This is more or less all there is to say about the definition. Neural networks can be recurrent or feedforward; feedforward ones do not have any loops in their graph and can be organized in layers. If there are "many" layers, then we say that the network is deep.
How many layers does a network have to have in order to qualify as deep? There is no definite answer to this (it's a bit like asking how many grains make a heap), but usually having two or more hidden layers counts as deep. In contrast, a network with only a single hidden layer is conventionally called "shallow". I suspect that there will be some inflation going on here, and in ten years people might think that anything with less than, say, ten layers is shallow and suitable only for kindergarten exercises. Informally, "deep" suggests that the network is tough to handle.
Here is an illustration, adapted from here:
But the real question you are asking is, of course, Why would having many layers be beneficial?
I think that the somewhat astonishing answer is that nobody really knows. There are some common explanations that I will briefly review below, but none of them has been convincingly demonstrated to be true, and one cannot even be sure that having many layers is really beneficial.

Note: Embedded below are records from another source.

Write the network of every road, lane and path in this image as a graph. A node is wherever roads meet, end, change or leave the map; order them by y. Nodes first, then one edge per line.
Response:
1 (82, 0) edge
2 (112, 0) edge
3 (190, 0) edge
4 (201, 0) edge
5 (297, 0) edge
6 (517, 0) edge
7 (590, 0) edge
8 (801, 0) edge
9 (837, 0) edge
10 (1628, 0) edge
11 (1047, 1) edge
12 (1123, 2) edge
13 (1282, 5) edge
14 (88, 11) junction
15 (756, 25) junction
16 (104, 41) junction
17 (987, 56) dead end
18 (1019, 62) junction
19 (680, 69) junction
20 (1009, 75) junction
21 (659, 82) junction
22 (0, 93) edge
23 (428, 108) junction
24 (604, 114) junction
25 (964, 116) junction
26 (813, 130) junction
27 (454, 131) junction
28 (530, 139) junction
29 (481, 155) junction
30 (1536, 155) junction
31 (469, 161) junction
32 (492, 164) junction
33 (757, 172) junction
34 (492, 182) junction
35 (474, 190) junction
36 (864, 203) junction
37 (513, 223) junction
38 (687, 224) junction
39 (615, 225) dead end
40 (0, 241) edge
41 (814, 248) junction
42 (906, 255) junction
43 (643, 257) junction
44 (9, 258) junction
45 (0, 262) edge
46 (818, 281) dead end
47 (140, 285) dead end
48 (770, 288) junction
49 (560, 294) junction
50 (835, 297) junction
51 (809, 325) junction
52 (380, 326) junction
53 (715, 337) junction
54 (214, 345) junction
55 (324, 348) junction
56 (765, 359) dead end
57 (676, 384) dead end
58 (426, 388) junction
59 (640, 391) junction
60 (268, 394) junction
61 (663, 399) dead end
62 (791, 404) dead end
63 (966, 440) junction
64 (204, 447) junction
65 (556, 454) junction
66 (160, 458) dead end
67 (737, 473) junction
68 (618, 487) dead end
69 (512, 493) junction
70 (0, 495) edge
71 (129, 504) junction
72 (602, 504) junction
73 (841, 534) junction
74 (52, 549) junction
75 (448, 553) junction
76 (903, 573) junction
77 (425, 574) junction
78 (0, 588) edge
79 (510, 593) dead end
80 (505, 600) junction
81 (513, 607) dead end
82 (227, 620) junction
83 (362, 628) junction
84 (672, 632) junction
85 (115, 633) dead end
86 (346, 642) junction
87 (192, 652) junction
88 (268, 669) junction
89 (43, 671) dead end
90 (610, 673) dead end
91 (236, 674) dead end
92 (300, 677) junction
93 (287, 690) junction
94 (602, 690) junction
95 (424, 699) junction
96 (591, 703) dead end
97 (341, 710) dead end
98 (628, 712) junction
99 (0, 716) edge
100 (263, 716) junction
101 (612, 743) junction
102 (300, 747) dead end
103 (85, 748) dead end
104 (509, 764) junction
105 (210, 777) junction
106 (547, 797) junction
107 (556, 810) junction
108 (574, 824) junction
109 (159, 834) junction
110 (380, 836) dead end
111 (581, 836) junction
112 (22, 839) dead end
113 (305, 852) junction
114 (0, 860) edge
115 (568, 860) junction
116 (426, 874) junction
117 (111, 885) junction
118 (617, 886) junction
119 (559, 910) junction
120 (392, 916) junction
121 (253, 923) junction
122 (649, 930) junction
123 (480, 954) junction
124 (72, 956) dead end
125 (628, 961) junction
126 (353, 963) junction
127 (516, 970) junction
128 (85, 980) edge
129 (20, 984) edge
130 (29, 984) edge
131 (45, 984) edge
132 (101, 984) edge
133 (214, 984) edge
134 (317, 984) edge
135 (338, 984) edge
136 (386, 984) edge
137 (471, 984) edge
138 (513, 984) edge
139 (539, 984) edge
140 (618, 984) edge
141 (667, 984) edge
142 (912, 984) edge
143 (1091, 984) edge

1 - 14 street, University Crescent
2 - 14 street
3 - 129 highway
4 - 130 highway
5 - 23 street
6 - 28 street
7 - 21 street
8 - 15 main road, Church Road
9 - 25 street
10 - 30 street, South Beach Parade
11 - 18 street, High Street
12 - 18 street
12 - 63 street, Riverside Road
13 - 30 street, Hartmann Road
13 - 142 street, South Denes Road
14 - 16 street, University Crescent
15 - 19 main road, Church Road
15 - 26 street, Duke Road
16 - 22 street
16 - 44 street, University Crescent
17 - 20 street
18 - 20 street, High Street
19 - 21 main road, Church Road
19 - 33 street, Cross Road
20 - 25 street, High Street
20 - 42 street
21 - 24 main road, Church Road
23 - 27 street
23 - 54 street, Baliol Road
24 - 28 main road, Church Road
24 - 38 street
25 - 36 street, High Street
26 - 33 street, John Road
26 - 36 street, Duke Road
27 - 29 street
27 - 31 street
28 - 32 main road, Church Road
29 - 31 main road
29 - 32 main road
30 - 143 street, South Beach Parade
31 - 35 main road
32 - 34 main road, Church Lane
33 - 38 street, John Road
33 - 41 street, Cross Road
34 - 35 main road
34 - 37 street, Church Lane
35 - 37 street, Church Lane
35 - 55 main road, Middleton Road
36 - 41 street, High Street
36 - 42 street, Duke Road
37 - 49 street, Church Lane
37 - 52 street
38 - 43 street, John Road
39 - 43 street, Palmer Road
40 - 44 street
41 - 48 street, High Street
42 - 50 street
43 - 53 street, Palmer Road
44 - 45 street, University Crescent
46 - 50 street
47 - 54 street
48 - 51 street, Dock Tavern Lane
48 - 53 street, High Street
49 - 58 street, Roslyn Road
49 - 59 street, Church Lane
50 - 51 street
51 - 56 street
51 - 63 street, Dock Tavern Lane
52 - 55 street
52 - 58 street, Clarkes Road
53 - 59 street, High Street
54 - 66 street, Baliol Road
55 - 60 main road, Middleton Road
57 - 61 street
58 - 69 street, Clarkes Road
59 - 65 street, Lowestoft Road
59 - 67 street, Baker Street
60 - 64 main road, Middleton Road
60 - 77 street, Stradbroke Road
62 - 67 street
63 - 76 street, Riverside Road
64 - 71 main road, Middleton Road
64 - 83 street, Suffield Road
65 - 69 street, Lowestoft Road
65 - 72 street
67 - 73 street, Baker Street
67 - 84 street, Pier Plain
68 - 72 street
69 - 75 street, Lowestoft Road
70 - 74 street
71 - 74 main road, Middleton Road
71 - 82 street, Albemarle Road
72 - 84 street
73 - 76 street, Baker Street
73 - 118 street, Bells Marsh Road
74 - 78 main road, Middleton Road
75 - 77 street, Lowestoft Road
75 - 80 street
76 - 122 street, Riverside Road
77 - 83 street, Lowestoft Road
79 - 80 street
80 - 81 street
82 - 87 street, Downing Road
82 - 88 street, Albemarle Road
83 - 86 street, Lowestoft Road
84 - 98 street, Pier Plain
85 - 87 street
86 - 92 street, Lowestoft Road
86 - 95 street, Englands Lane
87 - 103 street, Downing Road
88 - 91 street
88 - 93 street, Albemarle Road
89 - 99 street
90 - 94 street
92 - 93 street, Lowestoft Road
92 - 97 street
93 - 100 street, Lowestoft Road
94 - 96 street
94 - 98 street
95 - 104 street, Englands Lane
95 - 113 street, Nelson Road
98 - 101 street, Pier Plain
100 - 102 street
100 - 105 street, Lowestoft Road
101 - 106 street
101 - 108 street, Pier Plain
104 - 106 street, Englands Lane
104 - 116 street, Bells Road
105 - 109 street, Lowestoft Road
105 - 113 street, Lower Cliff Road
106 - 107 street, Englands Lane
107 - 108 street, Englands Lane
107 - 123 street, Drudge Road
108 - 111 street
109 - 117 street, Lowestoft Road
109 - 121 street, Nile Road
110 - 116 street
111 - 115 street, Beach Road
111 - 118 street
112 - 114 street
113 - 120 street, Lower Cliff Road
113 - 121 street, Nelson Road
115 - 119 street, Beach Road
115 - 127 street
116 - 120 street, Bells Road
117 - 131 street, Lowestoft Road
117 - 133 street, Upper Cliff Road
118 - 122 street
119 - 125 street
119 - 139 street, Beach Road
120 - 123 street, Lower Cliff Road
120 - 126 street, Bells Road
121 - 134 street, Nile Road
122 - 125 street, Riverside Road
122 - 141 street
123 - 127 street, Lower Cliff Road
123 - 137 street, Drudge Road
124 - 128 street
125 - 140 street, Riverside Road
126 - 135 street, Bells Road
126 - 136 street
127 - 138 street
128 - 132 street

I say that this is astonishing, because deep learning is massively popular, is breaking all the records (from image recognition, to playing Go, to automatic translation, etc.) every year, is getting used by the industry, etc. etc. And we are still not quite sure why it works so well.
I base my discussion on the Deep Learning book by Goodfellow, Bengio, and Courville which went out in 2017 and is widely considered to be the book on deep learning. (It's freely available online.) The relevant section is 6.4.1 Universal Approximation Properties and Depth.
You wrote that
10 years ago in class I learned that having several layers or one layer (not counting the input and output layers) was equivalent in terms of the functions a neural network is able to represent [...]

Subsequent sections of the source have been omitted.